### Work instruction
What is needed is an exact retyping of the records below, from the first line through the line that contains "Which roads connect".

### Dataset extract
= Beginning of Section =
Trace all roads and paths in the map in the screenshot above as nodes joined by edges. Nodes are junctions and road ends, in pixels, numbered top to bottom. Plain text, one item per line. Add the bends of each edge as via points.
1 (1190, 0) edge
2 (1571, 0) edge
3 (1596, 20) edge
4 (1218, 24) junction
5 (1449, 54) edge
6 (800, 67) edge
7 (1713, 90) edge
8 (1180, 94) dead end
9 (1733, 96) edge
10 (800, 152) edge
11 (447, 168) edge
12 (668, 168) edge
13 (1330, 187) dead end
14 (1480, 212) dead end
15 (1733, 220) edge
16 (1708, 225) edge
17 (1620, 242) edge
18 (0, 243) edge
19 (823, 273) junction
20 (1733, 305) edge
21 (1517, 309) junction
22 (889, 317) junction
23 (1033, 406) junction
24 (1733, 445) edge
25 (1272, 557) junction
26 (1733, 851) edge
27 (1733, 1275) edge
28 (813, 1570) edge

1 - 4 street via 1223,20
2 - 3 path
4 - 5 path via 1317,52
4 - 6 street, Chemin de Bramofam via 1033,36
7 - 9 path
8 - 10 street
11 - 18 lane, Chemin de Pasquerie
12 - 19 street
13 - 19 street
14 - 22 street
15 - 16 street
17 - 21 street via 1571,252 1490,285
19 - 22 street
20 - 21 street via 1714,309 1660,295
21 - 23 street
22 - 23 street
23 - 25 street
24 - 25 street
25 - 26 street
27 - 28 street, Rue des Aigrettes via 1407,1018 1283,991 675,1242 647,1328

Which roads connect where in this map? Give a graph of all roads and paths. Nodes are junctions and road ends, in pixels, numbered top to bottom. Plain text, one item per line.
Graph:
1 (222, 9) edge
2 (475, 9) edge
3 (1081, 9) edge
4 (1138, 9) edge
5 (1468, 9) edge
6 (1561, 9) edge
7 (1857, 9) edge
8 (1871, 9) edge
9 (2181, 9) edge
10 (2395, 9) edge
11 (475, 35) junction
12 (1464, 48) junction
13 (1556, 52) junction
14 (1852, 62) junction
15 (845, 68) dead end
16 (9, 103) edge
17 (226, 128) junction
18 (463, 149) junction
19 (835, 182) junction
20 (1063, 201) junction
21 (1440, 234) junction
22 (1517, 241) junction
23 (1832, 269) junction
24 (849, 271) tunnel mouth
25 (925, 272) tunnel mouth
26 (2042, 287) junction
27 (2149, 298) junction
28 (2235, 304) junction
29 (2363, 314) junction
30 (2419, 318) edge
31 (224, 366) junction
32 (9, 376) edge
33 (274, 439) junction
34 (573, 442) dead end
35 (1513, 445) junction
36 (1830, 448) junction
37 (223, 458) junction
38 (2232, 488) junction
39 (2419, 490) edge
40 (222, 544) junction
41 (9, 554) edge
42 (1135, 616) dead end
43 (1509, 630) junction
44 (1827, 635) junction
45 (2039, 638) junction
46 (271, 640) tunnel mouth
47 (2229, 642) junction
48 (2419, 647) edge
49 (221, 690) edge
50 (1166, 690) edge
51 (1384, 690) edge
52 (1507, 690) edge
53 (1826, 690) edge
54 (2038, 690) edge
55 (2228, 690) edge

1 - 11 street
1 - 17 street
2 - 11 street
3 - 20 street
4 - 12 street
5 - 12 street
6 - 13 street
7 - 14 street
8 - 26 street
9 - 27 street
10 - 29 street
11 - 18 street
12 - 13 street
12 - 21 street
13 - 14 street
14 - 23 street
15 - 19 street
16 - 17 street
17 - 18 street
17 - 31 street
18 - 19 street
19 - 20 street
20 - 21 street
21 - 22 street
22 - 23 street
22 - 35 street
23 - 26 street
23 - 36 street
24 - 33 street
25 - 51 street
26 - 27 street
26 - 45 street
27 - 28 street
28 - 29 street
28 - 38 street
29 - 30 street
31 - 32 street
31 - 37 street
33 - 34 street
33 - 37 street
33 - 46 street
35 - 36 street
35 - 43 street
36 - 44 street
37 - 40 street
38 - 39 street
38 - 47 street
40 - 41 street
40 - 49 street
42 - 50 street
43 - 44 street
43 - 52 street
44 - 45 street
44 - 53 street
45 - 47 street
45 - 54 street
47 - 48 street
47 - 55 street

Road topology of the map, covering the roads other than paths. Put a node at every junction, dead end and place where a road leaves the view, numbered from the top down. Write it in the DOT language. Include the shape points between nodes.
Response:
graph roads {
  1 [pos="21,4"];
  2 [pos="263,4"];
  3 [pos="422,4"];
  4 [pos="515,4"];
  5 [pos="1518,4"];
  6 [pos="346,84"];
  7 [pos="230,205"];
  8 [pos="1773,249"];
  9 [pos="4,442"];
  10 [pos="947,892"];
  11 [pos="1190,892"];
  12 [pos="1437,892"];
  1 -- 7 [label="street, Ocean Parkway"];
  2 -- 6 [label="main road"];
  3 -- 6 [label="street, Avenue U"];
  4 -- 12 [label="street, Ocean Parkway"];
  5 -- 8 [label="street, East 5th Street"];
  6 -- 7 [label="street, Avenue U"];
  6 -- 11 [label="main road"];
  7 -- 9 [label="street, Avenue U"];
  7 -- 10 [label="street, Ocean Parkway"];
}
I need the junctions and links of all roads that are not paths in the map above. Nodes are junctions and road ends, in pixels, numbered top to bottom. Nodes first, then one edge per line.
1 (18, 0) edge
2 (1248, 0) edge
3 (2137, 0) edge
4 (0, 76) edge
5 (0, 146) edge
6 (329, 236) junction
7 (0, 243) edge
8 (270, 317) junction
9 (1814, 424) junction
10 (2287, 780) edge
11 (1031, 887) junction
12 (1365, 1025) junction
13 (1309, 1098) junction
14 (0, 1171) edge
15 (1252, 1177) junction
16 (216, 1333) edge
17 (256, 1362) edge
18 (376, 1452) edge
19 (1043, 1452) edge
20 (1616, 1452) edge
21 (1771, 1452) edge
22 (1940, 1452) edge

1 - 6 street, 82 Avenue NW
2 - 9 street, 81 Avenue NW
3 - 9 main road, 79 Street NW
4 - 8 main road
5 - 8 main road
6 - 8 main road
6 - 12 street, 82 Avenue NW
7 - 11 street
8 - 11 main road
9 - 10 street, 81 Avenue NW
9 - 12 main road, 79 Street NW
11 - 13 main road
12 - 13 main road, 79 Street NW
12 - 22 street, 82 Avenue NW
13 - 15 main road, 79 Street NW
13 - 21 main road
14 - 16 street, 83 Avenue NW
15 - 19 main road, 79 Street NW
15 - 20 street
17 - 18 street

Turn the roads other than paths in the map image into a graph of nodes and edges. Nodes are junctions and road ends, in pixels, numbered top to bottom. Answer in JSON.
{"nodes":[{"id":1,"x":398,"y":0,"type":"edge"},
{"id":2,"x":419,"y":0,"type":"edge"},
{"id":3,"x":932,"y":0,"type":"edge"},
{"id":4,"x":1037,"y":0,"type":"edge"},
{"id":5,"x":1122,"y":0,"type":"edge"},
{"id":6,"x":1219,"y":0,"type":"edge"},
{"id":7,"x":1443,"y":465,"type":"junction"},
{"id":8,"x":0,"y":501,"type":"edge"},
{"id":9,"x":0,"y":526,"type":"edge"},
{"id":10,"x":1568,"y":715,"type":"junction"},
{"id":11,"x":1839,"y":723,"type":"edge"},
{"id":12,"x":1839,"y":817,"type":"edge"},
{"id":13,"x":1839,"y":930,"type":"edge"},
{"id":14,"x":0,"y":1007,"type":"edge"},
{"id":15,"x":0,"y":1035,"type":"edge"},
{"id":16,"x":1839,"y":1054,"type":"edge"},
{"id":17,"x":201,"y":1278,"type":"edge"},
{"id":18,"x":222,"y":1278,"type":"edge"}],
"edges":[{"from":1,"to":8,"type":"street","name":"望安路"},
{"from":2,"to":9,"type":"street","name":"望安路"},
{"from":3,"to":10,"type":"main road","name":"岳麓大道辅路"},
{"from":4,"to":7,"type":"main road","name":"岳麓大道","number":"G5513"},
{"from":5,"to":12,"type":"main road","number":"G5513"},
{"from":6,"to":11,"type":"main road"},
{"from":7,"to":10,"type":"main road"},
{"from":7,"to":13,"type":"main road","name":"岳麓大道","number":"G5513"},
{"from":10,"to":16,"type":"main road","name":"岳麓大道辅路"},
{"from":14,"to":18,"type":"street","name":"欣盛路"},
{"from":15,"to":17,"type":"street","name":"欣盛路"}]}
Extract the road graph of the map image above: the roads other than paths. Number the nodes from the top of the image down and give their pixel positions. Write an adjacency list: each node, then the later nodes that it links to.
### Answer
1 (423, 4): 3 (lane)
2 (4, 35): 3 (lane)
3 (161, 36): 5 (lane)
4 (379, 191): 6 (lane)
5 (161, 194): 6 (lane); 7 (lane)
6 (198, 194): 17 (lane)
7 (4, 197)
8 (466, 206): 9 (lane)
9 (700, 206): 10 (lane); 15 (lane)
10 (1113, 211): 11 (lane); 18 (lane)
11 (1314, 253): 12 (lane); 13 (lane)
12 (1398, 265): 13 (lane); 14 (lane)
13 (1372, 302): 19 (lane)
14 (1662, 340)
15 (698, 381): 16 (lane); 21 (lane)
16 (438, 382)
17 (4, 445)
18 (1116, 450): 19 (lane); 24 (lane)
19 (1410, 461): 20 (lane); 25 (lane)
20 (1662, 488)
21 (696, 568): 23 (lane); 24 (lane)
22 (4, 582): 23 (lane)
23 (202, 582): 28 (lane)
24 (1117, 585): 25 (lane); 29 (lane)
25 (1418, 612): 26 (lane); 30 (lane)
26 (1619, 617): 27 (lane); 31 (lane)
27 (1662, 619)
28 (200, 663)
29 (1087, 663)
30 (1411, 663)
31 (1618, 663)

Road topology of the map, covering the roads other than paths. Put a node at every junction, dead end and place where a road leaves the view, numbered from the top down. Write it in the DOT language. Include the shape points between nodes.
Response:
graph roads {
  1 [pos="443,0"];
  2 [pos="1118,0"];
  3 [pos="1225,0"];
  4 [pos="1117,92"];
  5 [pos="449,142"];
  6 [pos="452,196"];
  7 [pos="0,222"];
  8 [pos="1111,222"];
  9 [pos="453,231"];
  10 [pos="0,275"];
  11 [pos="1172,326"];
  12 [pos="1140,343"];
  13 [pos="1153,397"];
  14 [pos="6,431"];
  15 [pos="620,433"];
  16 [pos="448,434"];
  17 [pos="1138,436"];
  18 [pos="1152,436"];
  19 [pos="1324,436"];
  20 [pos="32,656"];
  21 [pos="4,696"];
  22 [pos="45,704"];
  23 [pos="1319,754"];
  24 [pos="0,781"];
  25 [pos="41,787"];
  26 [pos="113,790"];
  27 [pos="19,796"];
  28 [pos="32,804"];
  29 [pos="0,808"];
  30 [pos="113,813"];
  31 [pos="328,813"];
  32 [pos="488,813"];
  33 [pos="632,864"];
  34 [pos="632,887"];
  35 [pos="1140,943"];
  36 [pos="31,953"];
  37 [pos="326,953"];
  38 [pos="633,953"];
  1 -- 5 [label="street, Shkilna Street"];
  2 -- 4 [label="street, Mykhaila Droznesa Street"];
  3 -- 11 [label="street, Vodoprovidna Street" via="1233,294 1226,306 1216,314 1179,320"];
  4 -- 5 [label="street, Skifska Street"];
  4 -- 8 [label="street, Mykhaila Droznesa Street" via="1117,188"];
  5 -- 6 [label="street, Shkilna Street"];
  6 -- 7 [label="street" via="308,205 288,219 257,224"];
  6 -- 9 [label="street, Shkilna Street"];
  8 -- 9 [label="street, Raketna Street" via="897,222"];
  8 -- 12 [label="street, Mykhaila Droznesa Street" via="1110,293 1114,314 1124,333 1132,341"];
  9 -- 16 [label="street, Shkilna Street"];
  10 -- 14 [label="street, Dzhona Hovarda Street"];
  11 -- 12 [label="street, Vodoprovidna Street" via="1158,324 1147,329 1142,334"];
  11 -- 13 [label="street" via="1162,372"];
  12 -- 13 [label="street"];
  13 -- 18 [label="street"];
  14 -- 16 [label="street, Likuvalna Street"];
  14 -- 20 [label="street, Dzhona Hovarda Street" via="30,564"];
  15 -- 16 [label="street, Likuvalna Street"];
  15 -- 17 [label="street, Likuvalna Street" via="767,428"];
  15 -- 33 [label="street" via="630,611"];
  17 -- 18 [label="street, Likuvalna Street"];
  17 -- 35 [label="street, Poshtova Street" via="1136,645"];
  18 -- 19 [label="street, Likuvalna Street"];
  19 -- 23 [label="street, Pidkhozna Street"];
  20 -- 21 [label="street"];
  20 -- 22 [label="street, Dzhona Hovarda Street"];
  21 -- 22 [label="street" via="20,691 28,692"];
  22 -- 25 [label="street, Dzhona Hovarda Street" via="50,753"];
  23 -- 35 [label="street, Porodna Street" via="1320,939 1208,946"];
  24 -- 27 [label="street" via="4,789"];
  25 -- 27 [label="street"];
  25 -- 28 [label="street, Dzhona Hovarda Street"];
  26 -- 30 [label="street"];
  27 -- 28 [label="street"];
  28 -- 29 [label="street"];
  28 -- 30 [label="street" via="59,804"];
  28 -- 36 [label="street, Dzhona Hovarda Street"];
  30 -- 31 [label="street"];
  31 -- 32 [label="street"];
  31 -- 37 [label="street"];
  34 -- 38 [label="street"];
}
= End of Section =
### Response to this task
Trace all roads and paths in the map in the screenshot above as nodes joined by edges. Nodes are junctions and road ends, in pixels, numbered top to bottom. Plain text, one item per line. Add the bends of each edge as via points.
1 (1190, 0) edge
2 (1571, 0) edge
3 (1596, 20) edge
4 (1218, 24) junction
5 (1449, 54) edge
6 (800, 67) edge
7 (1713, 90) edge
8 (1180, 94) dead end
9 (1733, 96) edge
10 (800, 152) edge
11 (447, 168) edge
12 (668, 168) edge
13 (1330, 187) dead end
14 (1480, 212) dead end
15 (1733, 220) edge
16 (1708, 225) edge
17 (1620, 242) edge
18 (0, 243) edge
19 (823, 273) junction
20 (1733, 305) edge
21 (1517, 309) junction
22 (889, 317) junction
23 (1033, 406) junction
24 (1733, 445) edge
25 (1272, 557) junction
26 (1733, 851) edge
27 (1733, 1275) edge
28 (813, 1570) edge

1 - 4 street via 1223,20
2 - 3 path
4 - 5 path via 1317,52
4 - 6 street, Chemin de Bramofam via 1033,36
7 - 9 path
8 - 10 street
11 - 18 lane, Chemin de Pasquerie
12 - 19 street
13 - 19 street
14 - 22 street
15 - 16 street
17 - 21 street via 1571,252 1490,285
19 - 22 street
20 - 21 street via 1714,309 1660,295
21 - 23 street
22 - 23 street
23 - 25 street
24 - 25 street
25 - 26 street
27 - 28 street, Rue des Aigrettes via 1407,1018 1283,991 675,1242 647,1328

Which roads connect where in this map? Give a graph of all roads and paths. Nodes are junctions and road ends, in pixels, numbered top to bottom. Plain text, one item per line.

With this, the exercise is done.